Edit: I have attempted showing injectivity by having some $x, y \in U_s(st)$ such that $\beta(x) = \beta(y) \implies x \bmod t = y \bmod t$. From here, I suppose that $t$ divides $x - y$. I'm thinking that the fact that $x, y \in U_s(st)$ may have something to do with this. Am I correct in saying that $\gcd(x, s) = \gcd(y, s) = 1$? And if so, does that have to do anything with the problem?
For surjectivity, I was assuming that it might be a similar application of the Chinese Remainder Theorem. The day before, I was shown a proof that $\alpha: U(st) \to U(s) \oplus U(t)$ defined by $\alpha(x) = (x \bmod s, x \bmod t)$ was an isomorphism, utilizing the Chinese Remainder Theorem. Is it applicable here?
For showing that it's a homomorphism, I don't believe I need help for that portion of the question.
Edit 2: Here is my proposed proof for the injectivity of $\beta$.

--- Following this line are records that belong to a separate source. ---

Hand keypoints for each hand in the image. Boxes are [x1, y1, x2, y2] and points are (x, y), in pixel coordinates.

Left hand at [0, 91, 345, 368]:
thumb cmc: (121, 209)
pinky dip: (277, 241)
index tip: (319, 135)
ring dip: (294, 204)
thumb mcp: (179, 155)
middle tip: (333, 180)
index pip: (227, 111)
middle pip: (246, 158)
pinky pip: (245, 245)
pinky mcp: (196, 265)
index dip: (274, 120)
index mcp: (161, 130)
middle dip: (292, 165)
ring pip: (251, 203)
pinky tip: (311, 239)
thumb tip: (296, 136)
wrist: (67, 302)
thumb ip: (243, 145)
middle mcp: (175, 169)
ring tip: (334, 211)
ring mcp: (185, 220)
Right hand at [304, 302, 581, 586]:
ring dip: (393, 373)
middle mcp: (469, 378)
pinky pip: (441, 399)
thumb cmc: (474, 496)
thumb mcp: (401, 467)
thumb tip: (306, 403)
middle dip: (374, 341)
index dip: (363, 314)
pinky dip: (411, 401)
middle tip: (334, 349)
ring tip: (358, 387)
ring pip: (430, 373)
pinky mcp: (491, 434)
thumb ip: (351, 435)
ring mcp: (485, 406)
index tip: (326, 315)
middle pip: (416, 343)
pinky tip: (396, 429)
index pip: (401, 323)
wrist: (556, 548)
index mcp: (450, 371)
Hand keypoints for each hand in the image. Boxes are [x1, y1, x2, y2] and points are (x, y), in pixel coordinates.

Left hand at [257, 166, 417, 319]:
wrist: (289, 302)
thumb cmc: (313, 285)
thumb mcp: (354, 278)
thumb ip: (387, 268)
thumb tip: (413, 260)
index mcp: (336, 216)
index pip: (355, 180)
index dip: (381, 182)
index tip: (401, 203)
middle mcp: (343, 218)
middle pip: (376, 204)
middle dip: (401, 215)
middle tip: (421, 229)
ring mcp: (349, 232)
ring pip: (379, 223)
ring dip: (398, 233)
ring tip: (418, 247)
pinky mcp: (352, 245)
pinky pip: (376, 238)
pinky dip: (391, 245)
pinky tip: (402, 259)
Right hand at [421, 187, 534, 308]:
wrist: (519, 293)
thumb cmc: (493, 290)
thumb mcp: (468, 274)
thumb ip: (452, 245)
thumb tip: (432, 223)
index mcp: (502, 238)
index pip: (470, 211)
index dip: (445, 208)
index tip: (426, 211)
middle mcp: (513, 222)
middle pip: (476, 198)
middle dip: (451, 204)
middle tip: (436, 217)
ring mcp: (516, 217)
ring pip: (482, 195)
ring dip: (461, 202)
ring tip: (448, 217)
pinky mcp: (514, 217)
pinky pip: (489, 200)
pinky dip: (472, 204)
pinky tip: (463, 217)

Suppose that $\beta(x) = \beta(y)$ for some $x, y \in U_s(st)$. Then $x \bmod t = y \bmod t \implies x - y \equiv 0 \bmod t \implies t|x - y$. Because any $x \in U_s(st)$ means that $x \bmod s = 1$, then $x \bmod s = y \bmod s \implies s|x - y$. Because $\gcd(s, t) = 1$, then $st|x - y \implies x \equiv y \bmod st$. Because $x, y \in U_s(st)$, then $x = y$. Hence $\beta$ is injective.